These and other objectives and advantages of the present invention are obtained by a method for fabricating muntin grid pieces wherein each muntin grid piece includes a muntin grid element and a pair of material strips connected to opposed edges of the muntin grid element; the muntin grid pieces being capable of being assembled into a muntin bar grid for a window; the method including the steps of: (a) providing a muntin grid element having a length; (b) providing material strip stock having a pair of connected material strip lengths; (c) simultaneously cutting the material strip stock to a length related to the length of the muntin grid element; (d) separating the pair of connected material strip lengths to provide a pair of material strips; and (e) connecting the pair of material strips to the muntin grid element to form a muntin grid piece.

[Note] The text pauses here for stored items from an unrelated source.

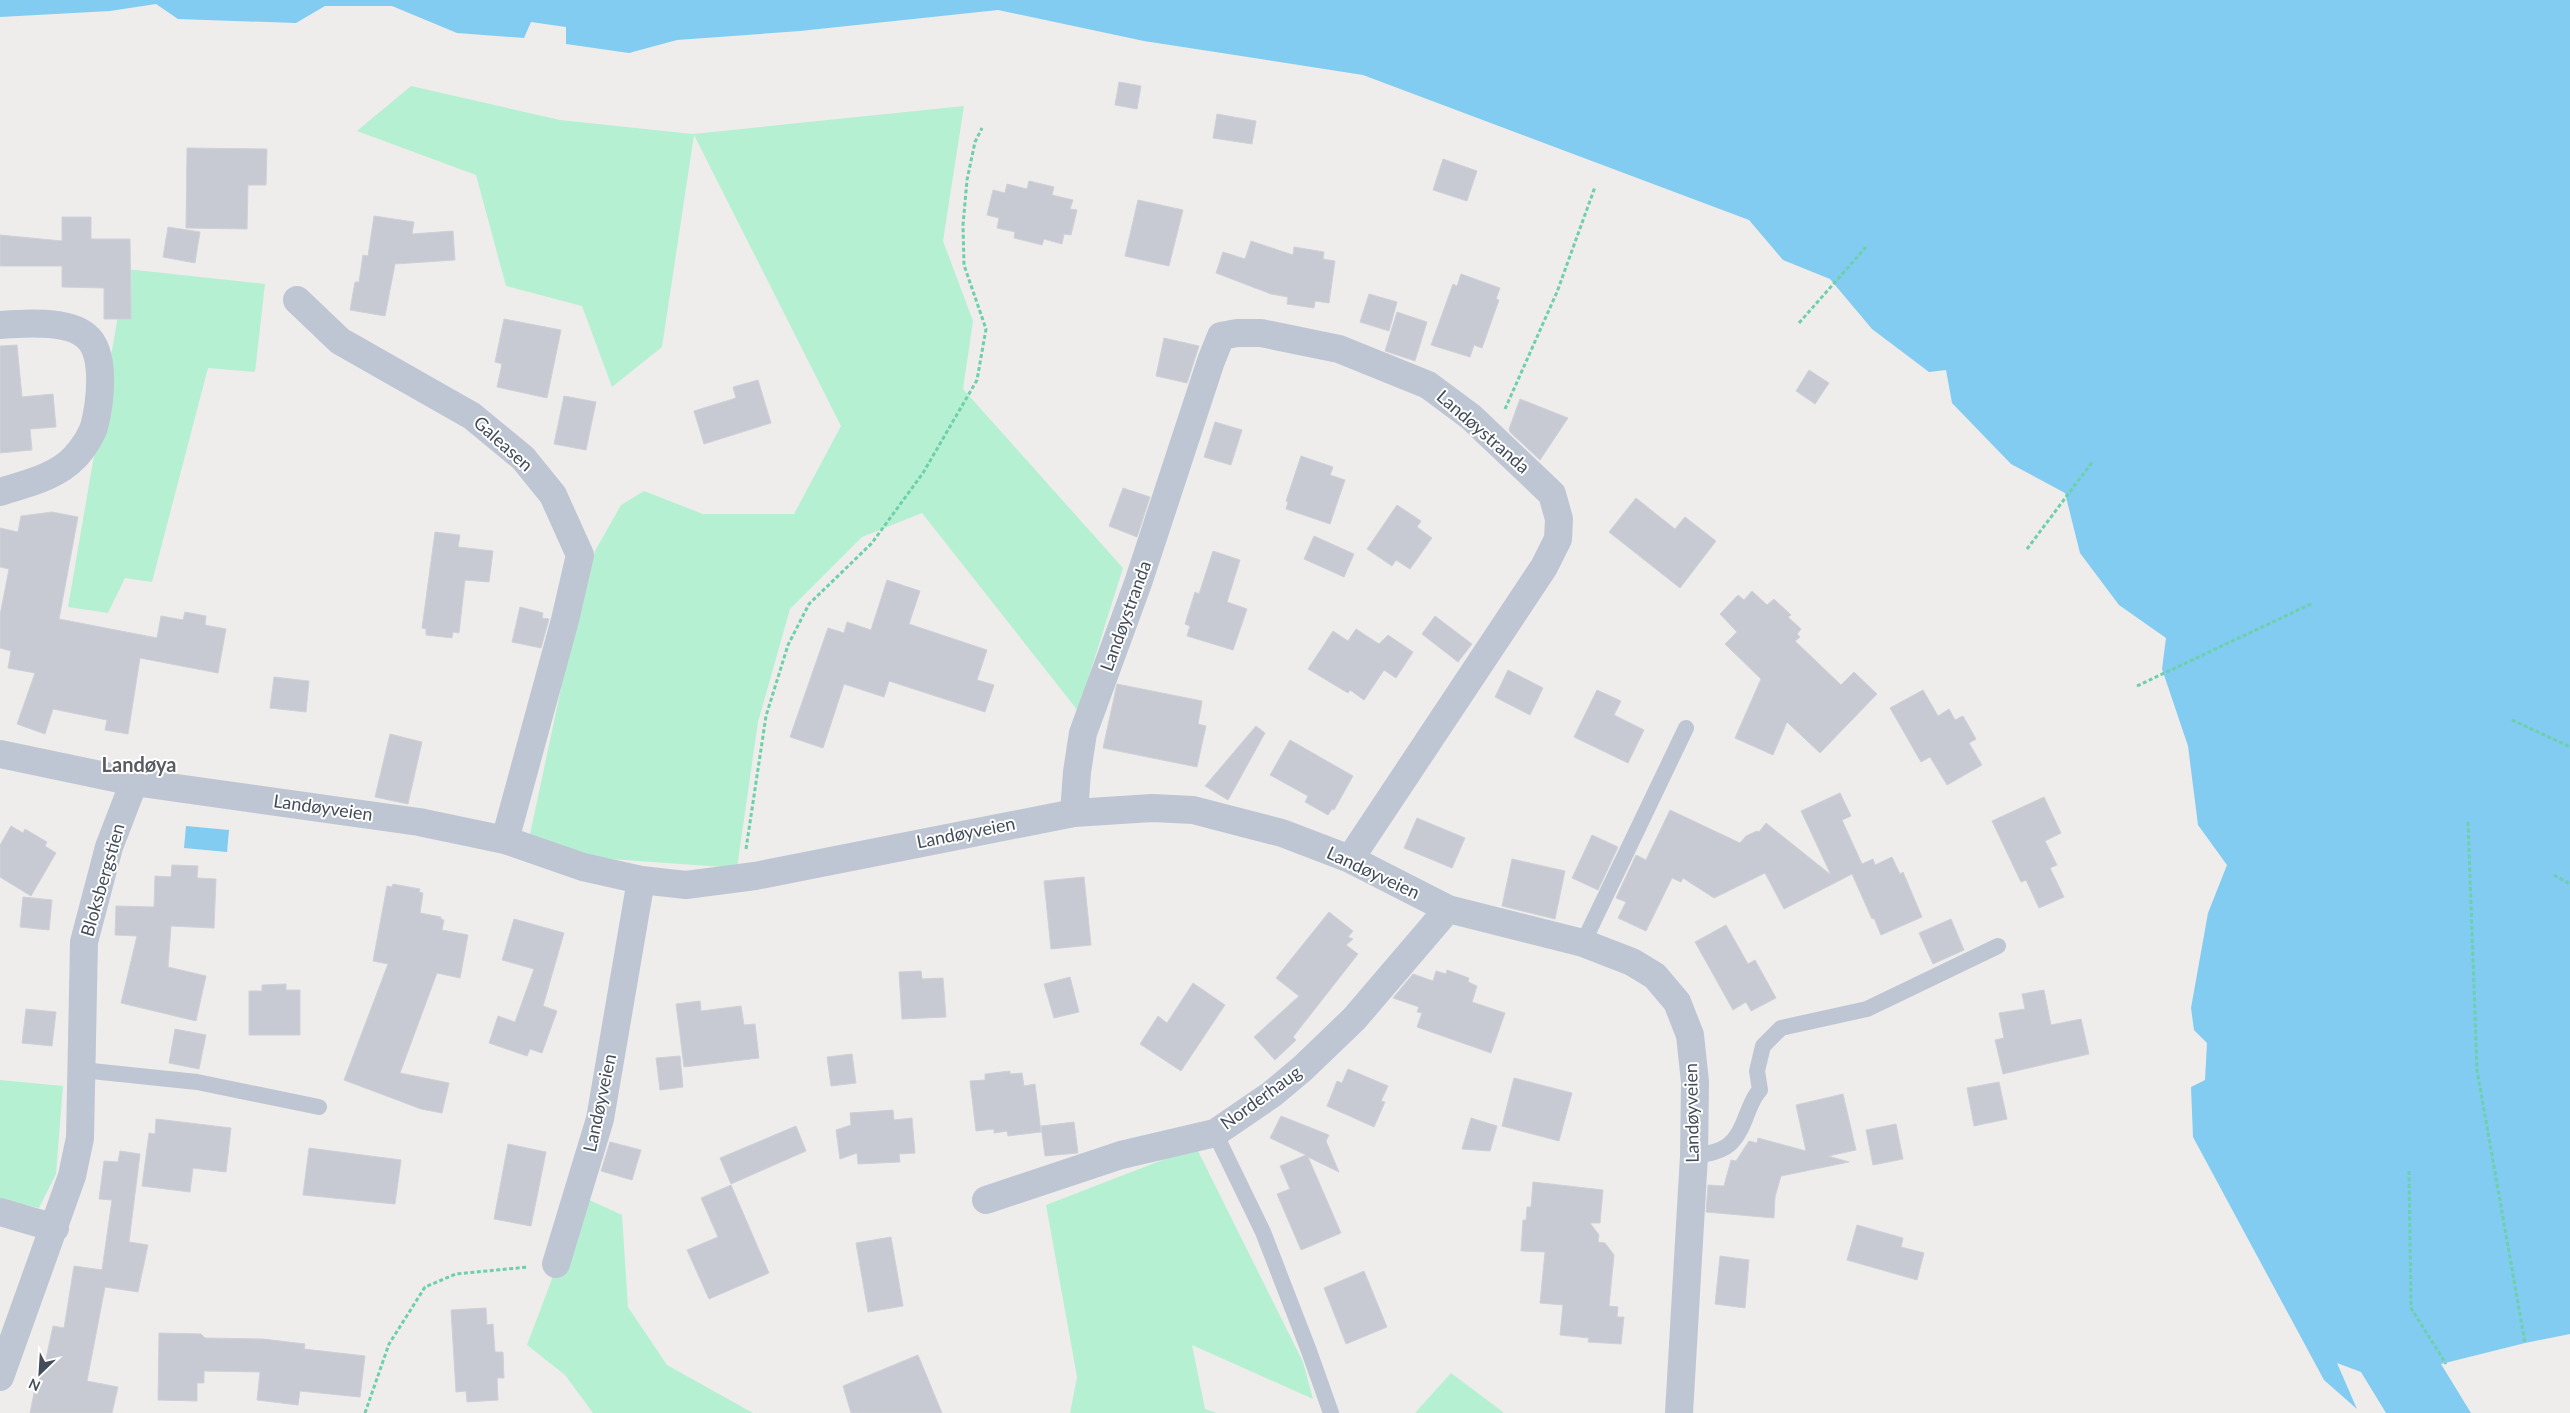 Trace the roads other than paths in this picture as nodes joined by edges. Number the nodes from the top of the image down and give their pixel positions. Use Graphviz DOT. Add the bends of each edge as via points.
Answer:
graph roads {
  1 [pos="297,300"];
  2 [pos="0,325"];
  3 [pos="0,492"];
  4 [pos="1686,728"];
  5 [pos="0,754"];
  6 [pos="134,782"];
  7 [pos="1074,814"];
  8 [pos="505,840"];
  9 [pos="1350,859"];
  10 [pos="641,880"];
  11 [pos="1448,909"];
  12 [pos="1582,943"];
  13 [pos="1998,946"];
  14 [pos="82,1070"];
  15 [pos="319,1107"];
  16 [pos="1214,1133"];
  17 [pos="1694,1156"];
  18 [pos="986,1200"];
  19 [pos="0,1212"];
  20 [pos="55,1228"];
  21 [pos="556,1264"];
  22 [pos="0,1377"];
  23 [pos="1330,1413"];
  24 [pos="1679,1413"];
  1 -- 8 [label="street, Galeasen" via="340,341 472,416 523,458 553,495 580,555"];
  2 -- 3 [label="street" via="37,322 66,327 86,336 99,356 100,388 93,429 75,457 54,473"];
  4 -- 12 [label="lane"];
  5 -- 6 [label="street, Landøyveien"];
  6 -- 8 [label="street, Landøyveien" via="351,812"];
  6 -- 14 [label="street, Bloksbergstien" via="109,847 84,942"];
  7 -- 9 [label="street, Landøyveien" via="1152,808 1193,810 1273,830"];
  7 -- 9 [label="street, Landøystranda" via="1083,733 1138,583 1211,361 1221,336 1237,332 1261,333 1339,349 1428,385 1471,417 1552,494 1559,520 1558,540 1544,567"];
  7 -- 10 [label="street, Landøyveien" via="742,877 686,885"];
  8 -- 10 [label="street, Landøyveien" via="583,867"];
  9 -- 11 [label="street, Landøyveien"];
  10 -- 21 [label="street, Landøyveien" via="600,1119"];
  11 -- 12 [label="street, Landøyveien"];
  11 -- 16 [label="street, Norderhaug" via="1354,1019 1303,1068 1272,1094"];
  12 -- 17 [label="street, Landøyveien" via="1632,962 1654,976 1677,1002 1690,1035 1695,1082"];
  13 -- 17 [label="lane" via="1867,1009 1781,1028 1763,1046 1757,1070 1760,1090 1754,1096 1741,1131 1723,1150"];
  14 -- 15 [label="lane" via="197,1082"];
  14 -- 20 [label="street, Bloksbergstien" via="80,1138"];
  16 -- 18 [label="street, Norderhaug" via="1121,1155"];
  16 -- 23 [label="lane" via="1263,1232"];
  17 -- 24 [label="street, Landøyveien"];
  19 -- 20 [label="street"];
  20 -- 22 [label="street, Bloksbergstien"];
} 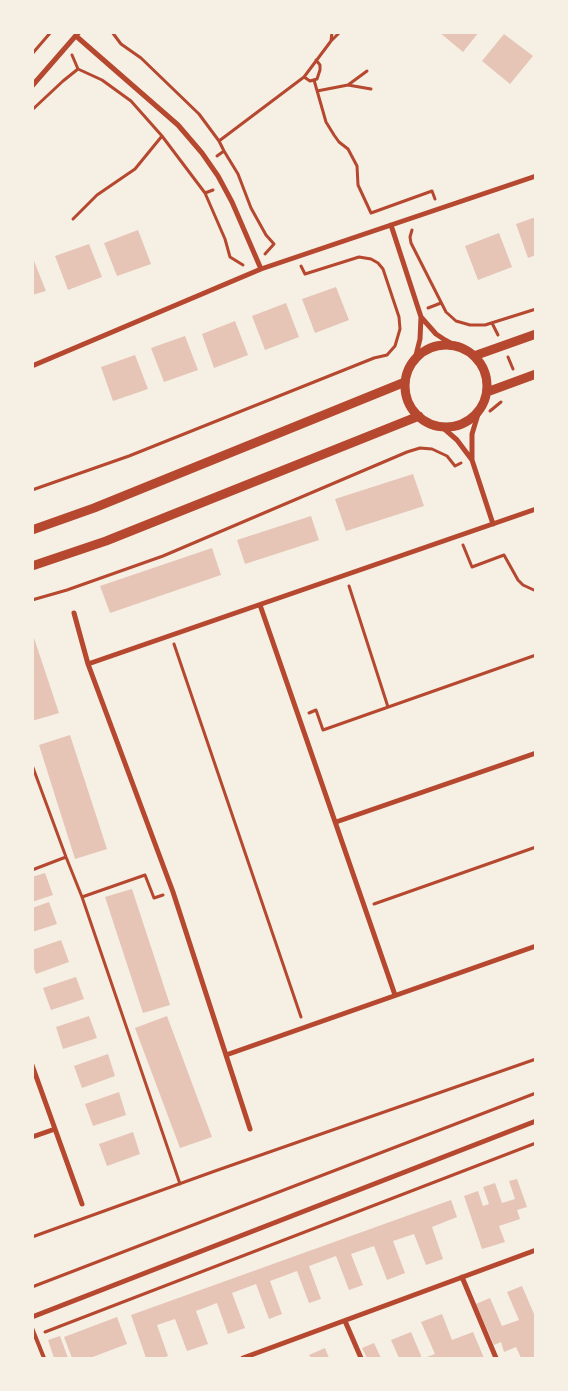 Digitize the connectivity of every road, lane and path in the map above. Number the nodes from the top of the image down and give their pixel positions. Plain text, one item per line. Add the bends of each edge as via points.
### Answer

Other objectives and advantages of the invention are achieved by a method for fabricating a muntin bar grid for a window including the steps of: (a) providing at least two muntin grid elements; (b) providing at least two material strips; (c) connecting at least one material strip to each of the muntin bars to form muntin grid pieces; and (d) assembling the muntin grid pieces together to form a muntin bar grid after the material strips are connected to the muntin grid elements.

Other objectives and advantages of the invention are achieved by a muntin grid piece assembly for a muntin grid; the muntin grid piece including: at least one muntin grid element having a width, a thickness, and a longitudinal length; the muntin grid element having first and second ends separated by the longitudinal length of the muntin grid element; the muntin grid element further having first and second edges separated by the width of the muntin grid element; a first clip connected to the first end of the muntin grid element; and at least a first material strip connected to the first edge of the muntin grid element; the first material strip having a first flap that covers at least a portion of the first clip.

Other objectives and advantages of the invention are achieved by a material strip for a muntin grid piece in a simulated divided lite muntin bar grid, the material strip including: a body having a width, a thickness, and a longitudinal length; and a non-extensible member connected to the body and extending in the longitudinal direction.

Other objectives and advantages of the invention are achieved by a muntin grid piece for a muntin bar assembly; the muntin grid piece including: at least one muntin grid element having a width, a thickness, and a longitudinal length; the muntin grid element having first and second ends separated by the longitudinal length of the muntin grid element; the muntin grid element further having first and second edges separated by the width of the grid element; at least a first material strip connected to the first edge of the muntin grid element; and the first material strip being mechanically connected to the muntin grid element.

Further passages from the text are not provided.